The FBI’s Mountain of False Convictions
George Perrot has spent almost 30 years in prison thanks to a single hair. It was discovered by an FBI agent on the bedsheet of a 78-year-old woman who had been raped by a burglar in her home in Springfield, Massachusetts, in 1985.
Perrot, then 17, was put on trial, despite the absence of physical evidence tying him to the crime scene. There was no semen. There was no blood. And so there was no way to conduct a conclusive DNA test.
Even the victim testified that the defendant looked nothing like her attacker: he had a short haircut and was clean-shaven, while Perrot had a long shaggy mop, a moustache and a goatee beard.

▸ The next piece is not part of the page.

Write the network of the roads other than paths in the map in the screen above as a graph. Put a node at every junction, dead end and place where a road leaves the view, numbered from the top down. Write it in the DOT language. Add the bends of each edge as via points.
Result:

But there was that strand of hair. At a key stage in the 1992 rape and burglary trial, an FBI agent named Wayne Oakes took the witness stand, describing himself to the jury as an expert in hair and textile fibers – as would so many of the agency’s trial witnesses, in condemning hundreds of people to long prison sentences.
Individual head or pubic hairs were distinctive, he told the court, to the extent that a well-trained specialist like himself could tell those belonging to one person from another. Oakes went on to bombard the jury with scientific jargon, referring to the medulla, the cortex and the cuticle of hair, likening the task of comparing individual strands to recognizing a specific person in a crowd.

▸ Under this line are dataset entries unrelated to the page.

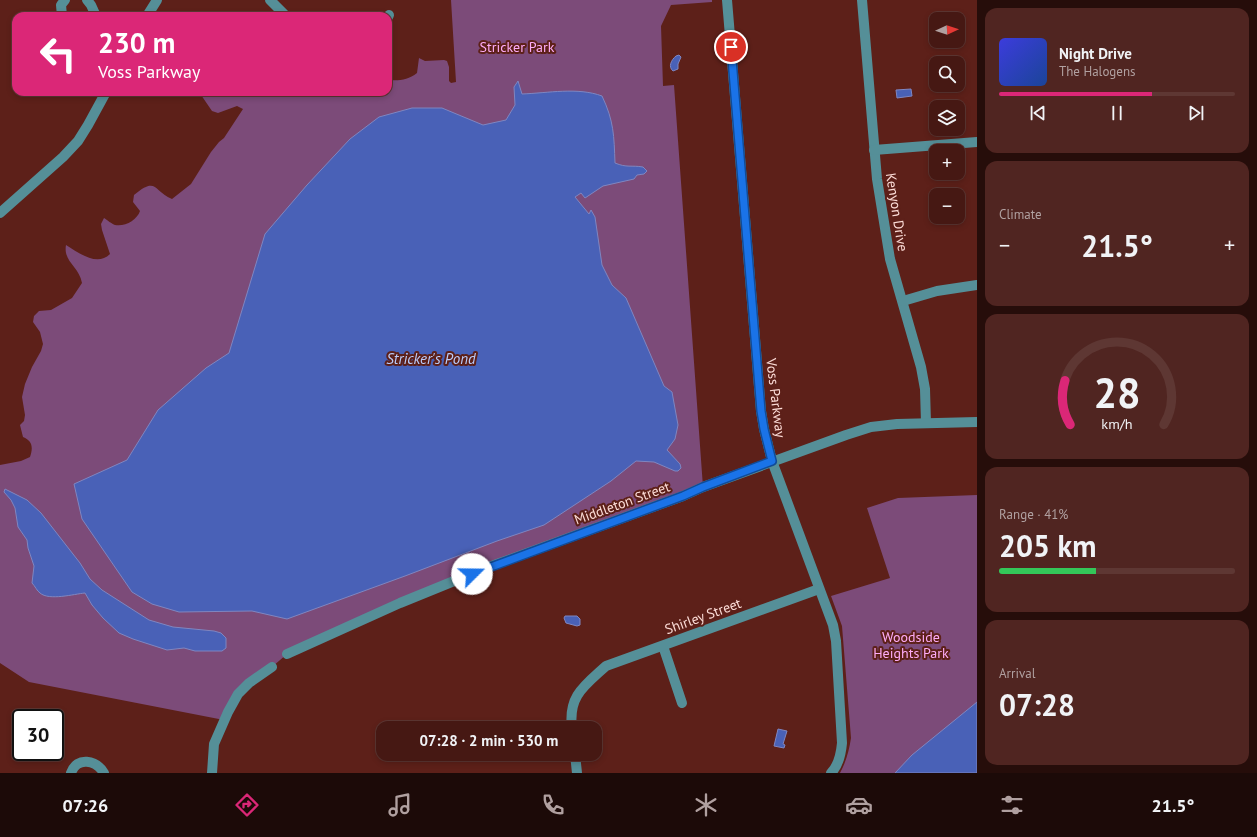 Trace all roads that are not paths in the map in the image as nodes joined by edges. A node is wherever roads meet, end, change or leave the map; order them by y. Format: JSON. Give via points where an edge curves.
{"nodes":[{"id":1,"x":66,"y":0,"type":"edge"},
{"id":2,"x":87,"y":0,"type":"edge"},
{"id":3,"x":157,"y":0,"type":"edge"},
{"id":4,"x":270,"y":0,"type":"edge"},
{"id":5,"x":727,"y":0,"type":"edge"},
{"id":6,"x":862,"y":0,"type":"edge"},
{"id":7,"x":62,"y":12,"type":"edge"},
{"id":8,"x":94,"y":12,"type":"edge"},
{"id":9,"x":150,"y":12,"type":"edge"},
{"id":10,"x":282,"y":12,"type":"edge"},
{"id":11,"x":104,"y":96,"type":"edge"},
{"id":12,"x":977,"y":142,"type":"edge"},
{"id":13,"x":874,"y":150,"type":"junction"},
{"id":14,"x":0,"y":213,"type":"edge"},
{"id":15,"x":977,"y":285,"type":"edge"},
{"id":16,"x":903,"y":301,"type":"junction"},
{"id":17,"x":977,"y":422,"type":"edge"},
{"id":18,"x":926,"y":423,"type":"junction"},
{"id":19,"x":772,"y":461,"type":"junction"},
{"id":20,"x":819,"y":589,"type":"junction"},
{"id":21,"x":663,"y":646,"type":"junction"},
{"id":22,"x":287,"y":654,"type":"dead end"},
{"id":23,"x":272,"y":667,"type":"dead end"},
{"id":24,"x":682,"y":703,"type":"dead end"},
{"id":25,"x":572,"y":721,"type":"edge"},
{"id":26,"x":576,"y":761,"type":"edge"},
{"id":27,"x":834,"y":769,"type":"edge"},
{"id":28,"x":71,"y":773,"type":"edge"},
{"id":29,"x":104,"y":773,"type":"edge"},
{"id":30,"x":212,"y":773,"type":"edge"},
{"id":31,"x":577,"y":773,"type":"edge"}],
"edges":[{"from":1,"to":7,"type":"street","via":[[62,5]]},
{"from":2,"to":8,"type":"street"},
{"from":3,"to":9,"type":"street"},
{"from":4,"to":10,"type":"street"},
{"from":5,"to":19,"type":"street","name":"Voss Parkway","via":[[761,411]]},
{"from":6,"to":13,"type":"street","name":"Kenyon Drive"},
{"from":11,"to":14,"type":"street","via":[[78,140],[63,157]]},
{"from":12,"to":13,"type":"street"},
{"from":13,"to":16,"type":"street","name":"Kenyon Drive","via":[[890,259]]},
{"from":15,"to":16,"type":"street","via":[[937,291]]},
{"from":16,"to":18,"type":"street","name":"Kenyon Drive","via":[[921,367],[925,389]]},
{"from":17,"to":18,"type":"street","name":"Middleton Street"},
{"from":18,"to":19,"type":"street","name":"Middleton Street","via":[[871,427]]},
{"from":19,"to":20,"type":"street","name":"Voss Parkway"},
{"from":19,"to":22,"type":"street","name":"Middleton Street","via":[[486,568]]},
{"from":20,"to":21,"type":"street","name":"Shirley Street"},
{"from":20,"to":27,"type":"street","name":"Voss Parkway","via":[[833,625],[836,641],[842,743],[840,757]]},
{"from":21,"to":24,"type":"street"},
{"from":21,"to":25,"type":"street","name":"Shirley Street","via":[[606,666],[578,693],[571,711]]},
{"from":23,"to":30,"type":"street","via":[[238,694],[214,744]]},
{"from":26,"to":31,"type":"street"},
{"from":28,"to":29,"type":"street","via":[[75,766],[83,762],[92,762]]}]}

“In 10 years, it’s extremely rare I will have known hair samples from two different people I can’t tell apart,” the self-proclaimed expert bragged.
The FBI agent’s conclusion in front of the jury was emphatic: “The hair found on the sheet exhibits all the same microscopic hair arranged in the same way as the characteristics present in the known hair from [Perrot]. I conclude that the hair was consistent with coming from the defendant,” he told the court.
That testimony, based on a single hair, was so strong, so wrapped in the certainties of science, that it wiped out all doubts and inconsistencies in the prosecution’s case – indeed, it eviscerated the presumption of innocence.
There was only one problem: the “expert” analysis, delivered by Wayne Oakes under oath and effective enough to obliterate one-third of a man’s life and counting, was wrong.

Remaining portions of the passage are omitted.